All of our 24K Brush Gold Solution is fabricated as a liquid. For our “gel” product, we then add a very small amount (by weight) of thickening agent to our liquid brush gold solution to convert it to a gel. Among our customers who want a gel there is a wide variation of just how “thick” the gel should be. Some users like it very thin like pancake batter that can actually be poured out of the jar. Others like it much thicker like a paste that must be spooned out of the container.

As our standard product we have settled in on a compromise between these two extremes. The good news is that chemically these two solutions are identical. They both contain the same amount of active components and will plate the same.

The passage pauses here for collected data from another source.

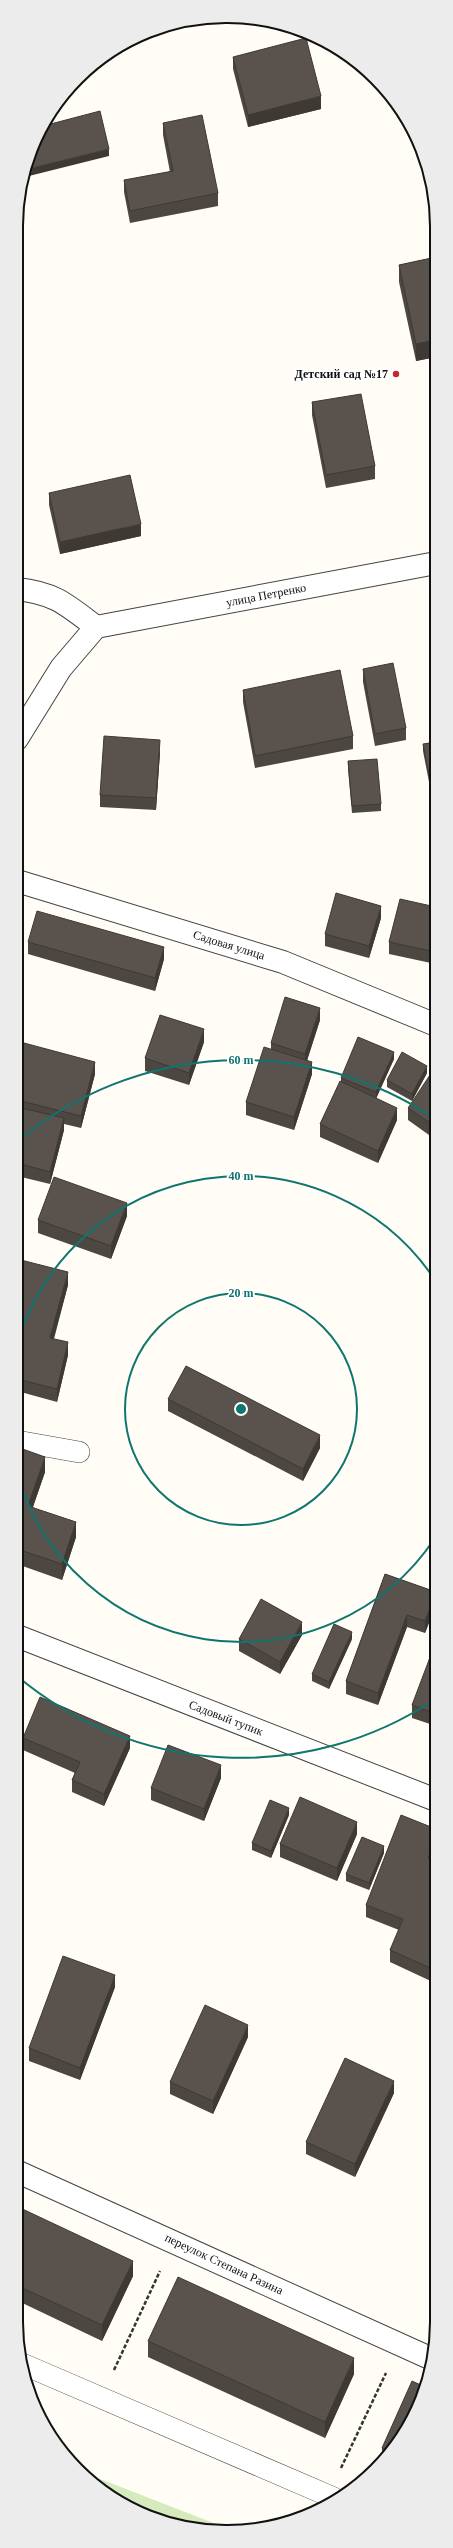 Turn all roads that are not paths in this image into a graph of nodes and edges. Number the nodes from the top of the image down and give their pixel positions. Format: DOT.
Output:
graph roads {
  1 [pos="430,563"];
  2 [pos="23,590"];
  3 [pos="96,627"];
  4 [pos="23,729"];
  5 [pos="23,883"];
  6 [pos="430,1023"];
  7 [pos="23,1442"];
  8 [pos="79,1452"];
  9 [pos="23,1638"];
  10 [pos="430,1798"];
  11 [pos="23,2174"];
  12 [pos="427,2357"];
  13 [pos="28,2366"];
  14 [pos="331,2497"];
  1 -- 3 [label="street, улица Петренко"];
  2 -- 3 [label="street"];
  3 -- 4 [label="street"];
  5 -- 6 [label="street, Садовая улица"];
  7 -- 8 [label="lane"];
  9 -- 10 [label="street, Садовый тупик"];
  11 -- 12 [label="street, переулок Степана Разина"];
  13 -- 14 [label="lane"];
} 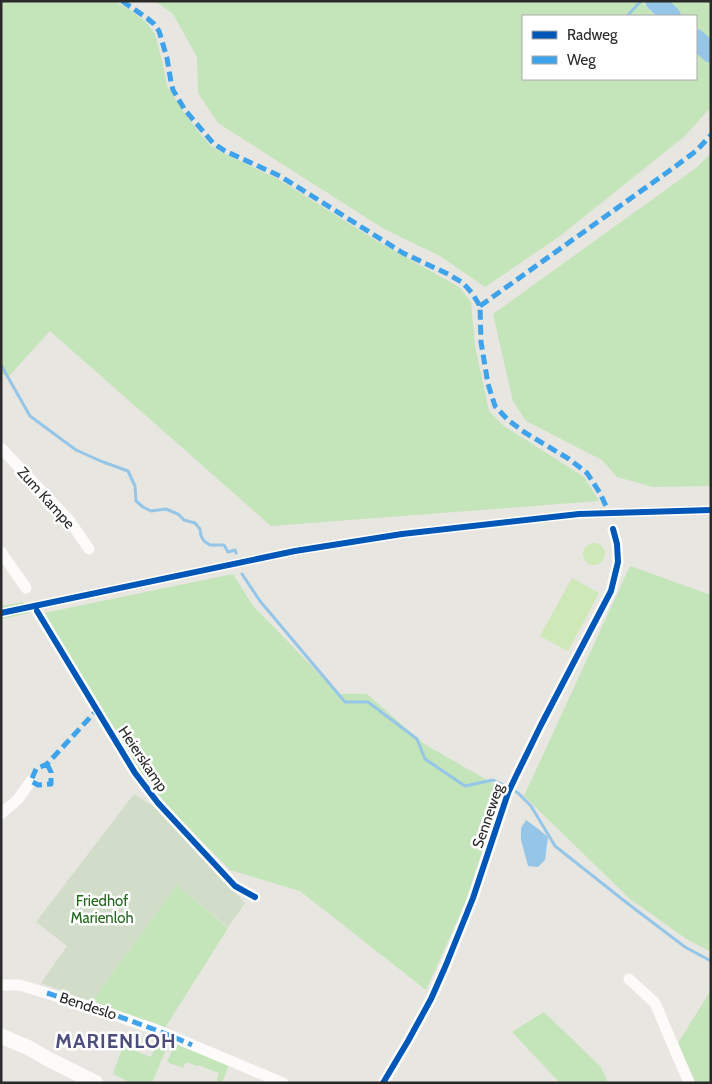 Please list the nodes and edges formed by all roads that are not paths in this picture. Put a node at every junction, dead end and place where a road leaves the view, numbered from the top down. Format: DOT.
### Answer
graph roads {
  1 [pos="1,448"];
  2 [pos="613,529"];
  3 [pos="89,549"];
  4 [pos="1,552"];
  5 [pos="26,588"];
  6 [pos="37,611"];
  7 [pos="31,781"];
  8 [pos="1,814"];
  9 [pos="255,897"];
  10 [pos="629,979"];
  11 [pos="1,985"];
  12 [pos="1,1036"];
  13 [pos="96,1083"];
  14 [pos="283,1083"];
  15 [pos="383,1083"];
  16 [pos="689,1083"];
  1 -- 3 [label="street, Zum Kampe"];
  2 -- 15 [label="street, Senneweg"];
  4 -- 5 [label="street"];
  6 -- 9 [label="street, Heierskamp"];
  7 -- 8 [label="street"];
  10 -- 16 [label="street"];
  11 -- 14 [label="street, Bendeslo"];
  12 -- 13 [label="street"];
} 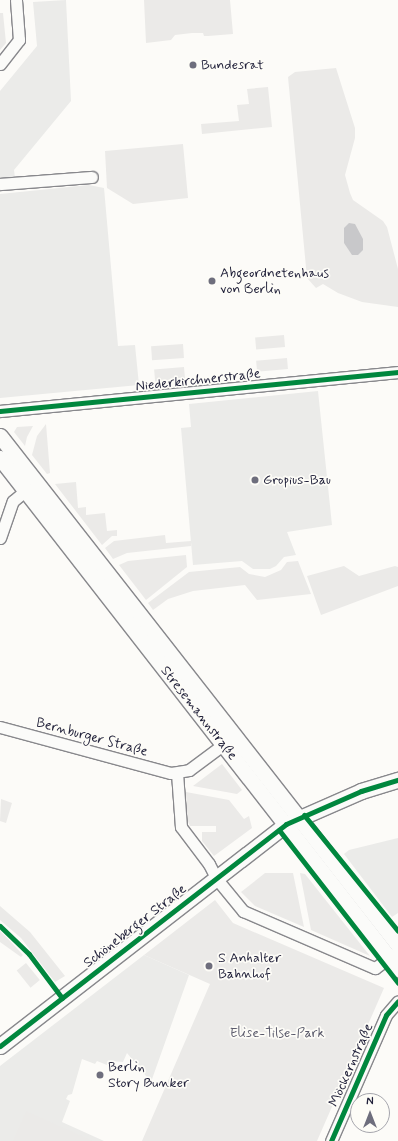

The other good news is that the end user can easily adjust the thickness of their gold gel without having any chemical or operational effect on the solution. A thin solution can be adjusted to a thick paste. Alternatively, a very thick gel can easily be adjusted to a gel that is more thin.

The thickness of the gel depends on a delicate balance between the ratio of the water in the solution and the thickening agent. Therefore, the end user can easily adjust the thickness of the solution by adding or removing a very small amount of water and then stirring the solution until the perfect thickness is achieved.

To thicken a gel that is too thin we recommend placing the jar in a safe place and removing the lid for a few hours or even overnight. After this, stir the gel with a plastic spoon handle to check the thickness. If more thickness is desired, then repeat this step. If the gel is too thick then add a few drops of distilled water and stir again.